Stored data entries:
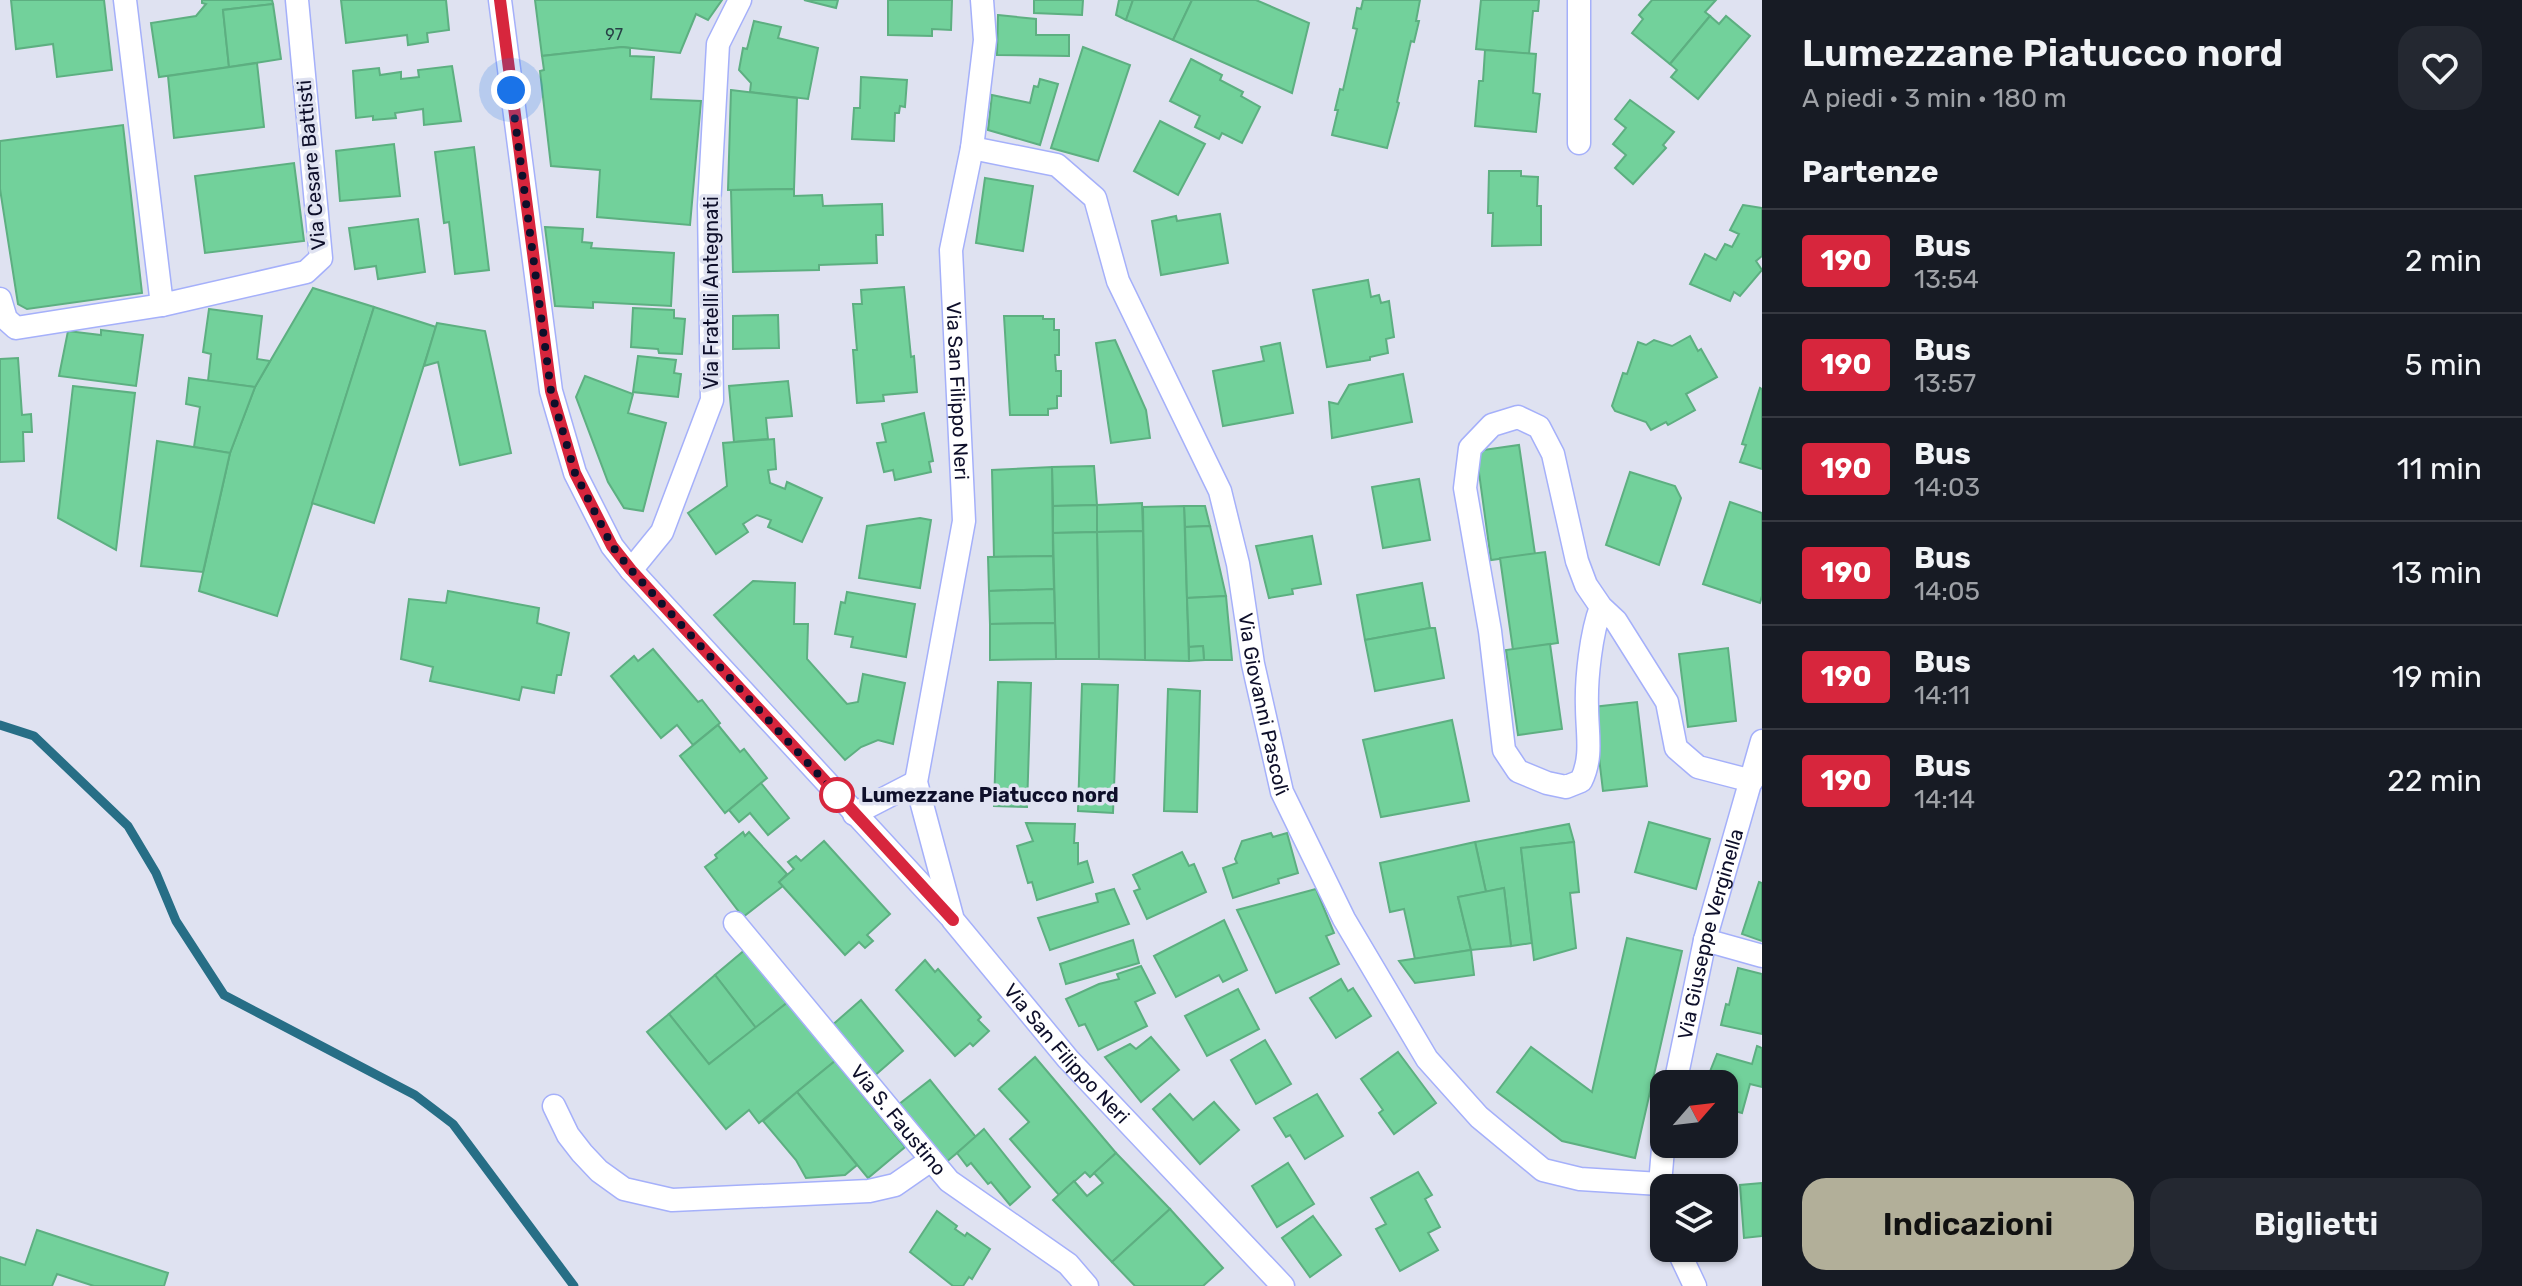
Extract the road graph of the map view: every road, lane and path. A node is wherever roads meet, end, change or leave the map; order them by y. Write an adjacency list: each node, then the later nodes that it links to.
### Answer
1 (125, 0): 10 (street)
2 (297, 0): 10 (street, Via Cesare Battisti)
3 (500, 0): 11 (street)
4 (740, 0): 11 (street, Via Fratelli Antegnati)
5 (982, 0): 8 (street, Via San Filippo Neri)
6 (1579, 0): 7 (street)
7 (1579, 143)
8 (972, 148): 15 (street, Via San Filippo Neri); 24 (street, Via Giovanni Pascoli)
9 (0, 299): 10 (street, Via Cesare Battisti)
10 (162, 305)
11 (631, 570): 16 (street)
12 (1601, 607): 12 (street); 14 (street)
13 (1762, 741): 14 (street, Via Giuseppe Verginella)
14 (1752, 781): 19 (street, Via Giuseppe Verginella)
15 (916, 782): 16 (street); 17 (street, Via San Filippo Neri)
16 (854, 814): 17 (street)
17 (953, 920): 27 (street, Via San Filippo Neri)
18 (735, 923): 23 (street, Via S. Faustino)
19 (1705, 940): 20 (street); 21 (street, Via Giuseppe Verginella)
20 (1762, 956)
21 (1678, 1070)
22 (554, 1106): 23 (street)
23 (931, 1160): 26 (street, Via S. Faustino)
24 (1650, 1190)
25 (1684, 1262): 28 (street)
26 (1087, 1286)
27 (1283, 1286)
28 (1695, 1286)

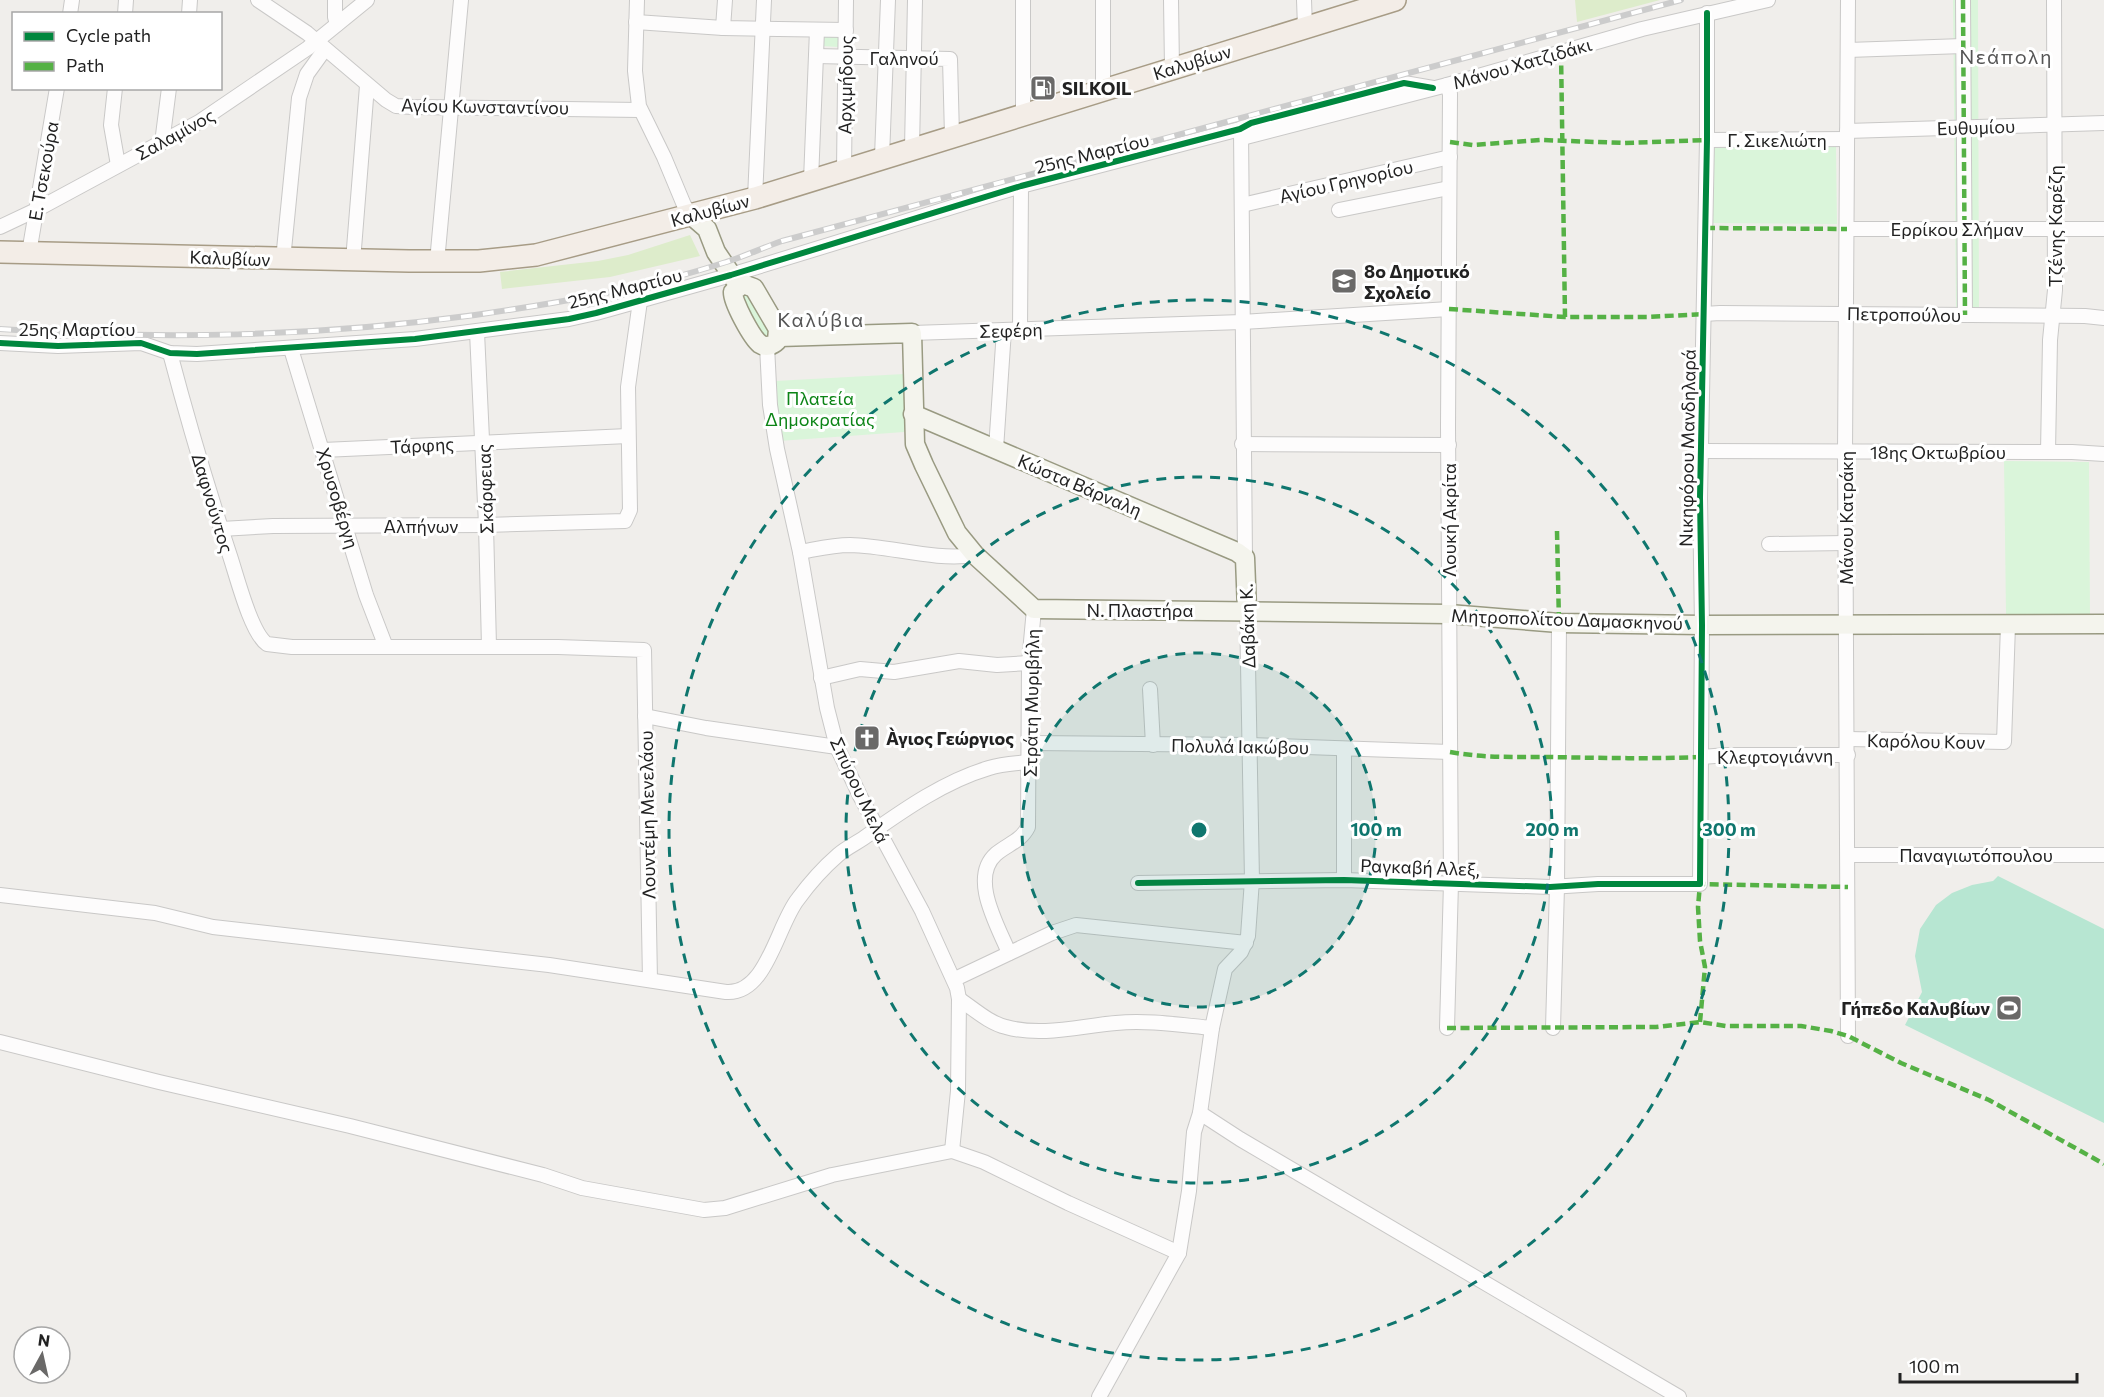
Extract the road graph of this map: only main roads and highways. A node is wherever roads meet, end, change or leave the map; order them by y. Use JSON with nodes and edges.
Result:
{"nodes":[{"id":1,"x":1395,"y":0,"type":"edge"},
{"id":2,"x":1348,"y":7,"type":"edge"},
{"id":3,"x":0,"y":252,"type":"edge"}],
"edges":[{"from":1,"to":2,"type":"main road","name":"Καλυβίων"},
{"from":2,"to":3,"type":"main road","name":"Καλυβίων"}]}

WHAT YOU SHOULD DO:
Word for word, write out each of the records, but not the pictures.

RESULT OF THIS EXERCISE:
Extract the road graph of the map view: every road, lane and path. A node is wherever roads meet, end, change or leave the map; order them by y. Write an adjacency list: each node, then the later nodes that it links to.
### Answer
1 (125, 0): 10 (street)
2 (297, 0): 10 (street, Via Cesare Battisti)
3 (500, 0): 11 (street)
4 (740, 0): 11 (street, Via Fratelli Antegnati)
5 (982, 0): 8 (street, Via San Filippo Neri)
6 (1579, 0): 7 (street)
7 (1579, 143)
8 (972, 148): 15 (street, Via San Filippo Neri); 24 (street, Via Giovanni Pascoli)
9 (0, 299): 10 (street, Via Cesare Battisti)
10 (162, 305)
11 (631, 570): 16 (street)
12 (1601, 607): 12 (street); 14 (street)
13 (1762, 741): 14 (street, Via Giuseppe Verginella)
14 (1752, 781): 19 (street, Via Giuseppe Verginella)
15 (916, 782): 16 (street); 17 (street, Via San Filippo Neri)
16 (854, 814): 17 (street)
17 (953, 920): 27 (street, Via San Filippo Neri)
18 (735, 923): 23 (street, Via S. Faustino)
19 (1705, 940): 20 (street); 21 (street, Via Giuseppe Verginella)
20 (1762, 956)
21 (1678, 1070)
22 (554, 1106): 23 (street)
23 (931, 1160): 26 (street, Via S. Faustino)
24 (1650, 1190)
25 (1684, 1262): 28 (street)
26 (1087, 1286)
27 (1283, 1286)
28 (1695, 1286)

Extract the road graph of this map: only main roads and highways. A node is wherever roads meet, end, change or leave the map; order them by y. Use JSON with nodes and edges.
Result:
{"nodes":[{"id":1,"x":1395,"y":0,"type":"edge"},
{"id":2,"x":1348,"y":7,"type":"edge"},
{"id":3,"x":0,"y":252,"type":"edge"}],
"edges":[{"from":1,"to":2,"type":"main road","name":"Καλυβίων"},
{"from":2,"to":3,"type":"main road","name":"Καλυβίων"}]}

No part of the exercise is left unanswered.